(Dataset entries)
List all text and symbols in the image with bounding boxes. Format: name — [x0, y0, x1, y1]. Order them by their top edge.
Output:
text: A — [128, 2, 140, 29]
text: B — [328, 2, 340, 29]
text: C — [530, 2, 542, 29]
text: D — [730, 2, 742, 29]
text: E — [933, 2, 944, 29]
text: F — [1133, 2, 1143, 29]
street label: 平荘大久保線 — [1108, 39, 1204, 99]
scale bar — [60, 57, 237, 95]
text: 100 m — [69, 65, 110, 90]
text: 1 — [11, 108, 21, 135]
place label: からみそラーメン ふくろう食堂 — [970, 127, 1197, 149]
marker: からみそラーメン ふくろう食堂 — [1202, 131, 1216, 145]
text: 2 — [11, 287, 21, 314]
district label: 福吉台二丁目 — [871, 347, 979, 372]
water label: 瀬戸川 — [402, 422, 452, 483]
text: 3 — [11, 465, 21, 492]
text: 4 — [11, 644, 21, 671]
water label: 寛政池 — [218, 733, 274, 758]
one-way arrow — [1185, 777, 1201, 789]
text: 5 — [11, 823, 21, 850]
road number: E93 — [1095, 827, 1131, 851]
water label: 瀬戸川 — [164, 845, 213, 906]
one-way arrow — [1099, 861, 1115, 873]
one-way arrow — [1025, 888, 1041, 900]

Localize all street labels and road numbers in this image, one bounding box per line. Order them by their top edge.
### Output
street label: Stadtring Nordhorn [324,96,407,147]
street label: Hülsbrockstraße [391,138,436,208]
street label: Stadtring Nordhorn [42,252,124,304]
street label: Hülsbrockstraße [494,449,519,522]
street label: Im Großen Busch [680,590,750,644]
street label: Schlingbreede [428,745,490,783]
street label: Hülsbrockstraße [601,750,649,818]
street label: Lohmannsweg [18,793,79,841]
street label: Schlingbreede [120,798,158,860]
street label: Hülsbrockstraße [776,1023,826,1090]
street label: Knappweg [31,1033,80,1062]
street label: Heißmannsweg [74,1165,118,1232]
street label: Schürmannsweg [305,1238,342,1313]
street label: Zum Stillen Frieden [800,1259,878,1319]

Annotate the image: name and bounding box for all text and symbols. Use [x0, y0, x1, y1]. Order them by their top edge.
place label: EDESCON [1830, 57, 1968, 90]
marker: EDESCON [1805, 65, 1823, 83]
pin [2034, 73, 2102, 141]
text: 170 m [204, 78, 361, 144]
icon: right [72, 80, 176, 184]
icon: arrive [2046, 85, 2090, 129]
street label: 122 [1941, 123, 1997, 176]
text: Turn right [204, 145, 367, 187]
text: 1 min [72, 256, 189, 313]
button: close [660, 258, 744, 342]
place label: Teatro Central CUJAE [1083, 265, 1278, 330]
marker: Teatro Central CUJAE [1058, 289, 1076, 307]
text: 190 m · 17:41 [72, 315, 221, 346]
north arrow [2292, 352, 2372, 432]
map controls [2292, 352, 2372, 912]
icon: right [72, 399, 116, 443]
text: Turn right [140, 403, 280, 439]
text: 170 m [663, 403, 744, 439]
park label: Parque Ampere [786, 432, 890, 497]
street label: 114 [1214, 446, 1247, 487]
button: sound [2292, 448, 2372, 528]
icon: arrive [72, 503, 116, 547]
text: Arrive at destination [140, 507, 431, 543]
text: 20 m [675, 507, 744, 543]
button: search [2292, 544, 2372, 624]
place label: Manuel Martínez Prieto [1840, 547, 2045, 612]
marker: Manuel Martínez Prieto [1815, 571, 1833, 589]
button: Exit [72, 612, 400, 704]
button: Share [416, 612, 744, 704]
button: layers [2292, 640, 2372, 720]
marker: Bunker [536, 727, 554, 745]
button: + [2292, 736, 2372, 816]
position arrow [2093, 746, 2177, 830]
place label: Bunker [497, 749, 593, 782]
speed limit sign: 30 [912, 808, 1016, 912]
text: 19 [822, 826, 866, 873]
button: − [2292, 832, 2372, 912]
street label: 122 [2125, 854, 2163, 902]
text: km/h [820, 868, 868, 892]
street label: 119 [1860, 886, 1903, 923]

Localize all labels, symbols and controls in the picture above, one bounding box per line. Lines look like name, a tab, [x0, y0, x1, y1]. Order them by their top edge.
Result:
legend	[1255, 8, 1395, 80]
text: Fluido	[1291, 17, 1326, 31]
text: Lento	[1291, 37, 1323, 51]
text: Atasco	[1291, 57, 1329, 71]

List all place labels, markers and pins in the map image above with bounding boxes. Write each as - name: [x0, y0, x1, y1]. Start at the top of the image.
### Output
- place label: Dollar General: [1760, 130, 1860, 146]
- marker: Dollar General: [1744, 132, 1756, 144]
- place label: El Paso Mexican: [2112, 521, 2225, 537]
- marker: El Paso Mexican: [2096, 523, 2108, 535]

WORK TO BE COMPLETED:
Return the entries above exactly as they were written.

FINISHED EXERCISE:
List all text and symbols in the image with bounding boxes. Format: name — [x0, y0, x1, y1]. Order them by their top edge.
Output:
text: A — [128, 2, 140, 29]
text: B — [328, 2, 340, 29]
text: C — [530, 2, 542, 29]
text: D — [730, 2, 742, 29]
text: E — [933, 2, 944, 29]
text: F — [1133, 2, 1143, 29]
street label: 平荘大久保線 — [1108, 39, 1204, 99]
scale bar — [60, 57, 237, 95]
text: 100 m — [69, 65, 110, 90]
text: 1 — [11, 108, 21, 135]
place label: からみそラーメン ふくろう食堂 — [970, 127, 1197, 149]
marker: からみそラーメン ふくろう食堂 — [1202, 131, 1216, 145]
text: 2 — [11, 287, 21, 314]
district label: 福吉台二丁目 — [871, 347, 979, 372]
water label: 瀬戸川 — [402, 422, 452, 483]
text: 3 — [11, 465, 21, 492]
text: 4 — [11, 644, 21, 671]
water label: 寛政池 — [218, 733, 274, 758]
one-way arrow — [1185, 777, 1201, 789]
text: 5 — [11, 823, 21, 850]
road number: E93 — [1095, 827, 1131, 851]
water label: 瀬戸川 — [164, 845, 213, 906]
one-way arrow — [1099, 861, 1115, 873]
one-way arrow — [1025, 888, 1041, 900]

Localize all street labels and road numbers in this image, one bounding box per line. Order them by their top edge.
### Output
street label: Stadtring Nordhorn [324,96,407,147]
street label: Hülsbrockstraße [391,138,436,208]
street label: Stadtring Nordhorn [42,252,124,304]
street label: Hülsbrockstraße [494,449,519,522]
street label: Im Großen Busch [680,590,750,644]
street label: Schlingbreede [428,745,490,783]
street label: Hülsbrockstraße [601,750,649,818]
street label: Lohmannsweg [18,793,79,841]
street label: Schlingbreede [120,798,158,860]
street label: Hülsbrockstraße [776,1023,826,1090]
street label: Knappweg [31,1033,80,1062]
street label: Heißmannsweg [74,1165,118,1232]
street label: Schürmannsweg [305,1238,342,1313]
street label: Zum Stillen Frieden [800,1259,878,1319]

Annotate the image: name and bounding box for all text and symbols. Use [x0, y0, x1, y1]. Order them by their top edge.
place label: EDESCON [1830, 57, 1968, 90]
marker: EDESCON [1805, 65, 1823, 83]
pin [2034, 73, 2102, 141]
text: 170 m [204, 78, 361, 144]
icon: right [72, 80, 176, 184]
icon: arrive [2046, 85, 2090, 129]
street label: 122 [1941, 123, 1997, 176]
text: Turn right [204, 145, 367, 187]
text: 1 min [72, 256, 189, 313]
button: close [660, 258, 744, 342]
place label: Teatro Central CUJAE [1083, 265, 1278, 330]
marker: Teatro Central CUJAE [1058, 289, 1076, 307]
text: 190 m · 17:41 [72, 315, 221, 346]
north arrow [2292, 352, 2372, 432]
map controls [2292, 352, 2372, 912]
icon: right [72, 399, 116, 443]
text: Turn right [140, 403, 280, 439]
text: 170 m [663, 403, 744, 439]
park label: Parque Ampere [786, 432, 890, 497]
street label: 114 [1214, 446, 1247, 487]
button: sound [2292, 448, 2372, 528]
icon: arrive [72, 503, 116, 547]
text: Arrive at destination [140, 507, 431, 543]
text: 20 m [675, 507, 744, 543]
button: search [2292, 544, 2372, 624]
place label: Manuel Martínez Prieto [1840, 547, 2045, 612]
marker: Manuel Martínez Prieto [1815, 571, 1833, 589]
button: Exit [72, 612, 400, 704]
button: Share [416, 612, 744, 704]
button: layers [2292, 640, 2372, 720]
marker: Bunker [536, 727, 554, 745]
button: + [2292, 736, 2372, 816]
position arrow [2093, 746, 2177, 830]
place label: Bunker [497, 749, 593, 782]
speed limit sign: 30 [912, 808, 1016, 912]
text: 19 [822, 826, 866, 873]
button: − [2292, 832, 2372, 912]
street label: 122 [2125, 854, 2163, 902]
text: km/h [820, 868, 868, 892]
street label: 119 [1860, 886, 1903, 923]

Localize all labels, symbols and controls in the picture above, one bounding box per line. Lines look like name, a tab, [x0, y0, x1, y1]. Order them by their top edge.
Result:
legend	[1255, 8, 1395, 80]
text: Fluido	[1291, 17, 1326, 31]
text: Lento	[1291, 37, 1323, 51]
text: Atasco	[1291, 57, 1329, 71]

List all place labels, markers and pins in the map image above with bounding boxes. Write each as - name: [x0, y0, x1, y1]. Start at the top of the image.
### Output
- place label: Dollar General: [1760, 130, 1860, 146]
- marker: Dollar General: [1744, 132, 1756, 144]
- place label: El Paso Mexican: [2112, 521, 2225, 537]
- marker: El Paso Mexican: [2096, 523, 2108, 535]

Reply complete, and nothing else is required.